RECORDS PROVIDED Block Start

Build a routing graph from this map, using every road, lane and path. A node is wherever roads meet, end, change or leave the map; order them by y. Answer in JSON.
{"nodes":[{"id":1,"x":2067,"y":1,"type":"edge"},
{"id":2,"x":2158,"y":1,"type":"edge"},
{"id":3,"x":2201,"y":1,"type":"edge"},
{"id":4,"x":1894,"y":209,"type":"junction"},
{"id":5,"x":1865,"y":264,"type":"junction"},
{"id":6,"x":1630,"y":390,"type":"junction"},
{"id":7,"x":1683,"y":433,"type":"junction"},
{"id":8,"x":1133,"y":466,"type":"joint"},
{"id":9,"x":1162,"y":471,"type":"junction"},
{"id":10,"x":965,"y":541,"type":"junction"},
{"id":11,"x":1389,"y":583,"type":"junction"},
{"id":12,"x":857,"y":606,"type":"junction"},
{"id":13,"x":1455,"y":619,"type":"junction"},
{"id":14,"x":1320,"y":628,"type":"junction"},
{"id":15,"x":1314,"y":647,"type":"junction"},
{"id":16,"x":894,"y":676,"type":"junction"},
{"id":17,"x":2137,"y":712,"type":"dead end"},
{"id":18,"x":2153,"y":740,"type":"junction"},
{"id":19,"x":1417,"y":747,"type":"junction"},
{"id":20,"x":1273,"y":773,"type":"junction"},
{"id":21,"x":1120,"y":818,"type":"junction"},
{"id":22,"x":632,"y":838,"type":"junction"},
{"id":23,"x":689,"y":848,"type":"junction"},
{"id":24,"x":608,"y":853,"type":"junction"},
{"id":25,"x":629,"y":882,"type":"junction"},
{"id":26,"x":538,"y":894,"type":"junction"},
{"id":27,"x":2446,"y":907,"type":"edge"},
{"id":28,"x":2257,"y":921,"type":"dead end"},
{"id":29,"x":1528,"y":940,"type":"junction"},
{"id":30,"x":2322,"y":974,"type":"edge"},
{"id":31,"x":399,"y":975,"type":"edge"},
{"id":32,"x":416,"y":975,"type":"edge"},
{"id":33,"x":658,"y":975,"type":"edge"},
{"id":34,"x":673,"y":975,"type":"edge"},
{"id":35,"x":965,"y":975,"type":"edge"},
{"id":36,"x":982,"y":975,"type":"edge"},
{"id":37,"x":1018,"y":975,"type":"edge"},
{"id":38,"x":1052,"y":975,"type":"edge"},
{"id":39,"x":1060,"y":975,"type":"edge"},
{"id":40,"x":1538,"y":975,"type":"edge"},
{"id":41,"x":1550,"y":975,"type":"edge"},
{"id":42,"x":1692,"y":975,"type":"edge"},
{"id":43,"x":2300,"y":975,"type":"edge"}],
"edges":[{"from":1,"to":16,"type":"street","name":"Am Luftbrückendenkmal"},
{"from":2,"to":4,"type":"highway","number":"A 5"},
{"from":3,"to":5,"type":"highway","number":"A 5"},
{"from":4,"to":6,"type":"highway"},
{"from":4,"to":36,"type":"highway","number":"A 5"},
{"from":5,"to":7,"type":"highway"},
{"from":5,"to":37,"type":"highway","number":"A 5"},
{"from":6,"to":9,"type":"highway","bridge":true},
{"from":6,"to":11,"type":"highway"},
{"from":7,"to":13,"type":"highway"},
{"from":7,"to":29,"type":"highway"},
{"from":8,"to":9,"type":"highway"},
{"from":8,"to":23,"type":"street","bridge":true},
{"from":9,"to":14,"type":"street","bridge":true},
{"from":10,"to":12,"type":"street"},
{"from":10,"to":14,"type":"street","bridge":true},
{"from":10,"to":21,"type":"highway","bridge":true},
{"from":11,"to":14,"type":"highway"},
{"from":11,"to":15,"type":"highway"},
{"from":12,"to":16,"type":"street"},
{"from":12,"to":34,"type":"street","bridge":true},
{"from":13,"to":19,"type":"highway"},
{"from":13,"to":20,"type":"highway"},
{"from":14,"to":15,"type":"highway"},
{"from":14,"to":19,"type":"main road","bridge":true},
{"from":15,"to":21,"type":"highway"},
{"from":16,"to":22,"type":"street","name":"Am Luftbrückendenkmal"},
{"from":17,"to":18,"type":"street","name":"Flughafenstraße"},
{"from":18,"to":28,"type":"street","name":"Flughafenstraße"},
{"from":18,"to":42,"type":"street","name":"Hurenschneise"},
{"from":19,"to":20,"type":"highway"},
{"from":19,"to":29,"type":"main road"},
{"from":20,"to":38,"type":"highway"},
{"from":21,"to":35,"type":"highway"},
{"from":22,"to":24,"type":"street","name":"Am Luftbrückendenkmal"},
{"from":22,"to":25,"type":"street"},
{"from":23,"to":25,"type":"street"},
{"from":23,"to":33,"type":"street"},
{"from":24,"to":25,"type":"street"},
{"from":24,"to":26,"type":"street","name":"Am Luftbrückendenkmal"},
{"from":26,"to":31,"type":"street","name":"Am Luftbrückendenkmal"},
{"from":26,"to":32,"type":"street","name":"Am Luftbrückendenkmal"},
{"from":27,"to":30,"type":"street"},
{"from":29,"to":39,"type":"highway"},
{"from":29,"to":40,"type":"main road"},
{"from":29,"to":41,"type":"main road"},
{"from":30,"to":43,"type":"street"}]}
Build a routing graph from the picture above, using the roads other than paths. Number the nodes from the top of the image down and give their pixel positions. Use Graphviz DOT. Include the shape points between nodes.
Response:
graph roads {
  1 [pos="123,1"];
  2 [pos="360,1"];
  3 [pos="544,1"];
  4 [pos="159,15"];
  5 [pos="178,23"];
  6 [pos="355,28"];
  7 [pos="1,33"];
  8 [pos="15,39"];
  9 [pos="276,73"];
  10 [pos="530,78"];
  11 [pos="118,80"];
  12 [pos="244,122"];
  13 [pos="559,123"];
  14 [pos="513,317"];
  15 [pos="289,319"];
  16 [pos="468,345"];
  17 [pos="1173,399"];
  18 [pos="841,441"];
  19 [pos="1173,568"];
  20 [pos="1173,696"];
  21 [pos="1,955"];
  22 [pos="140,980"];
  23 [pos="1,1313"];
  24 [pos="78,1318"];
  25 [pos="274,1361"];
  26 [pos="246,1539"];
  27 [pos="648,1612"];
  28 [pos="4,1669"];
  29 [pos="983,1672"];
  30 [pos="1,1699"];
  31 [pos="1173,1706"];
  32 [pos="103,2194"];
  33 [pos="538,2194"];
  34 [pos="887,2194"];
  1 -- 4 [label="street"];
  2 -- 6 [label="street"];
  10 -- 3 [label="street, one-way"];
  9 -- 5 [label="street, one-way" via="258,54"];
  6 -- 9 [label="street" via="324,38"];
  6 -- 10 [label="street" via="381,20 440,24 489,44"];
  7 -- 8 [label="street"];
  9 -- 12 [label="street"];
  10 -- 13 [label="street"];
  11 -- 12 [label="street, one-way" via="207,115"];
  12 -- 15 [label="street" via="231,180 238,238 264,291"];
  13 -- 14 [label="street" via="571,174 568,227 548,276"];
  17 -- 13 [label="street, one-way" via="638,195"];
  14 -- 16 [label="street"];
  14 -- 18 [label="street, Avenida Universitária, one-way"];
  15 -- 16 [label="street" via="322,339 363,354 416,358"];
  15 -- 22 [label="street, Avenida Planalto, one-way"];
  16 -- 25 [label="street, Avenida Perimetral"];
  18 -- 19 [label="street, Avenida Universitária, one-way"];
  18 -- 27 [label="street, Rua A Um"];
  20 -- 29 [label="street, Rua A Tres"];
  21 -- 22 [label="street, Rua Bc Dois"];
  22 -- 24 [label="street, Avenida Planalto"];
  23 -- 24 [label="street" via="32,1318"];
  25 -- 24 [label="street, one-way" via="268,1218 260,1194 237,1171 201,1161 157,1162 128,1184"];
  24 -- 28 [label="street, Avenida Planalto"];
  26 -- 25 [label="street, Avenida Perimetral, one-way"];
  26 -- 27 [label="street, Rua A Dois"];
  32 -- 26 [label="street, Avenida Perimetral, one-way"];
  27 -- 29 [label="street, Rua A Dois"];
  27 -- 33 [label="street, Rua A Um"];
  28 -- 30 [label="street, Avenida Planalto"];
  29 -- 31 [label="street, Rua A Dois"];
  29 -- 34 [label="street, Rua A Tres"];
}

RECORDS PROVIDED Block End

TO DO => Nothing but a number belongs in the answer, namely how many lines above include "Flughafenstraße".

EXERCISE SOLUTION => 2